I started a new eating plan on May 1st. It is working for me and I realize that if I am to get this excess weight off and keep it off, I am going to have to live by this plan the rest of my life. To date, I have shed 17 pounds. This week I have hit a plateau. I've been thinking a lot about the lies I have been telling myself for about 15 years. These lies are often advocated by well-meaning people. Once the words are spoken, they roll around in my brain and all of a sudden these lies become good ideas. I feel like I need to recognize them every time they crop up and smash them right in their tracks.
BIG, FAT LIES
- You can have just one bite of that birthday cake. It's not going to kill you.
- It's a holiday. It's a party. It's a funeral. It's a wedding. It's a potluck. It's Tuesday.
- You're almost 60, who are you trying to impress?
- You're a grandma. Grandmas are supposed to be fluffy.
- What difference does it make, you're gonna die anyway.
- Eat the ice cream, life is short.
- You can get back on the wagon tomorrow.

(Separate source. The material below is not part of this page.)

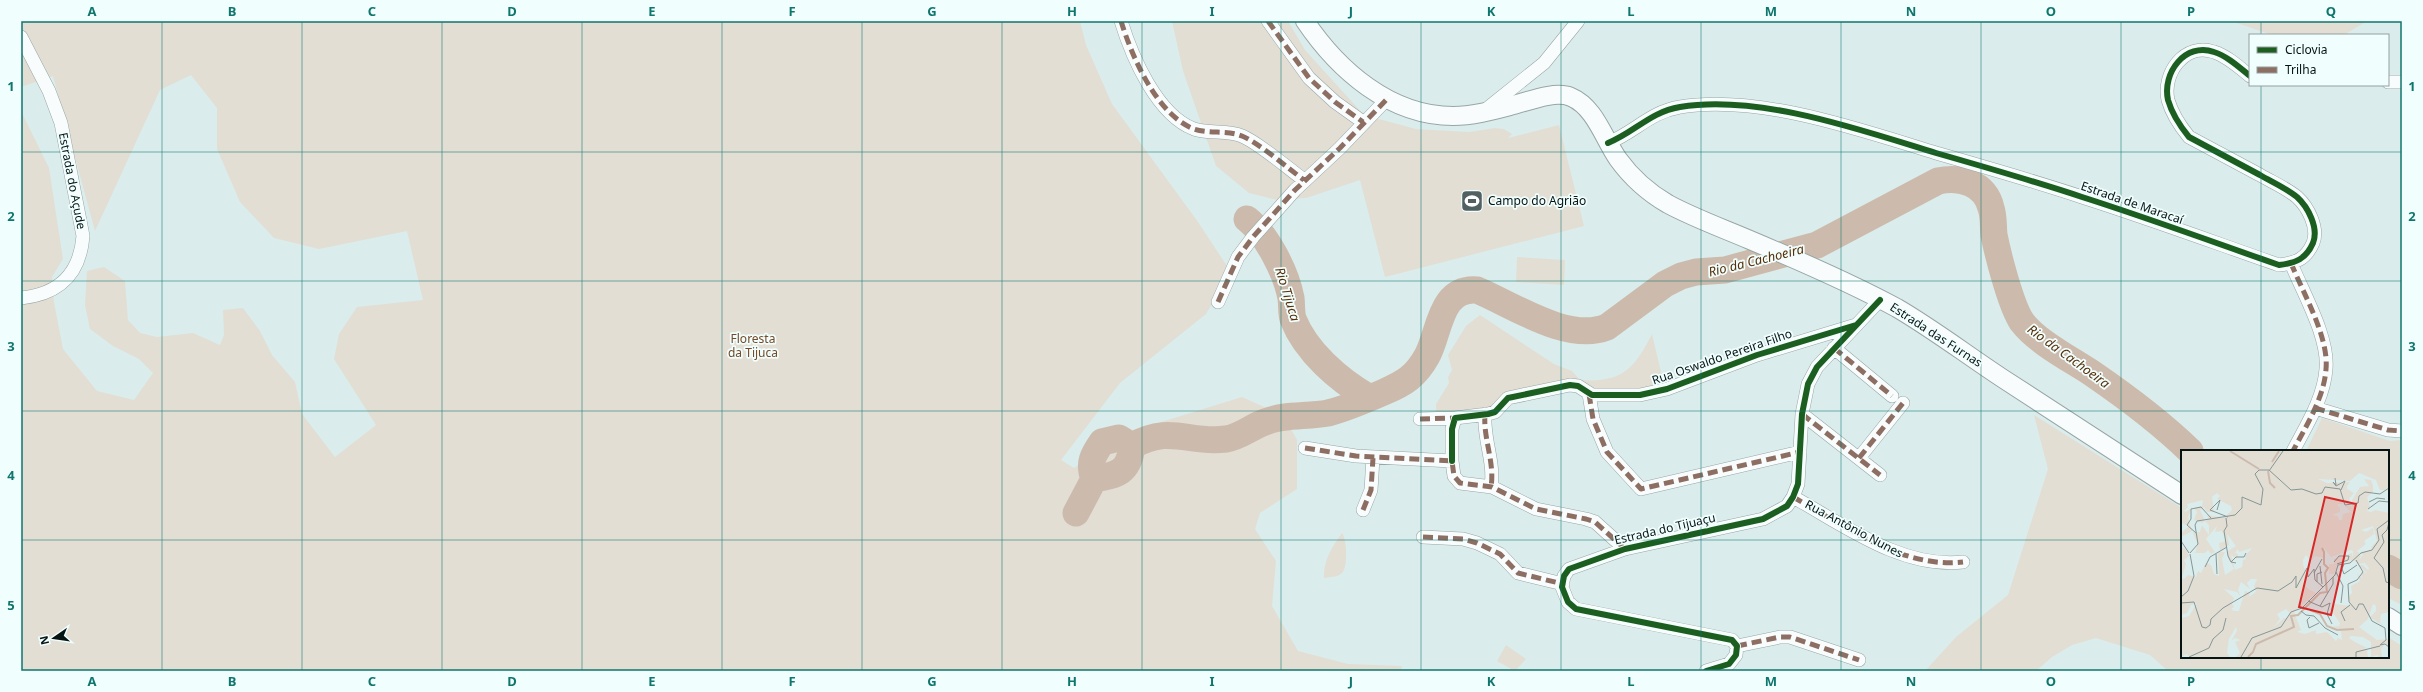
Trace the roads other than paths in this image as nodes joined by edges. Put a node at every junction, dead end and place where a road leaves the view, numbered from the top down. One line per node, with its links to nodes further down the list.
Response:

- One little bite is not going to kill you.
- It's no use, you're never going to get this weight off. (This is the worst lie)
- If you eat slowly, your brain will tell you it's full.
- I have to eat in between meals, I'm hypoglycemic. I'm going to die if I don't eat right now.
- It's rude to not eat what is offered to me.
- I have a terrible sugar addiction.
- I overeat on a regular basis.
- I do not want to die fat.
What big fat lies do you tell yourself?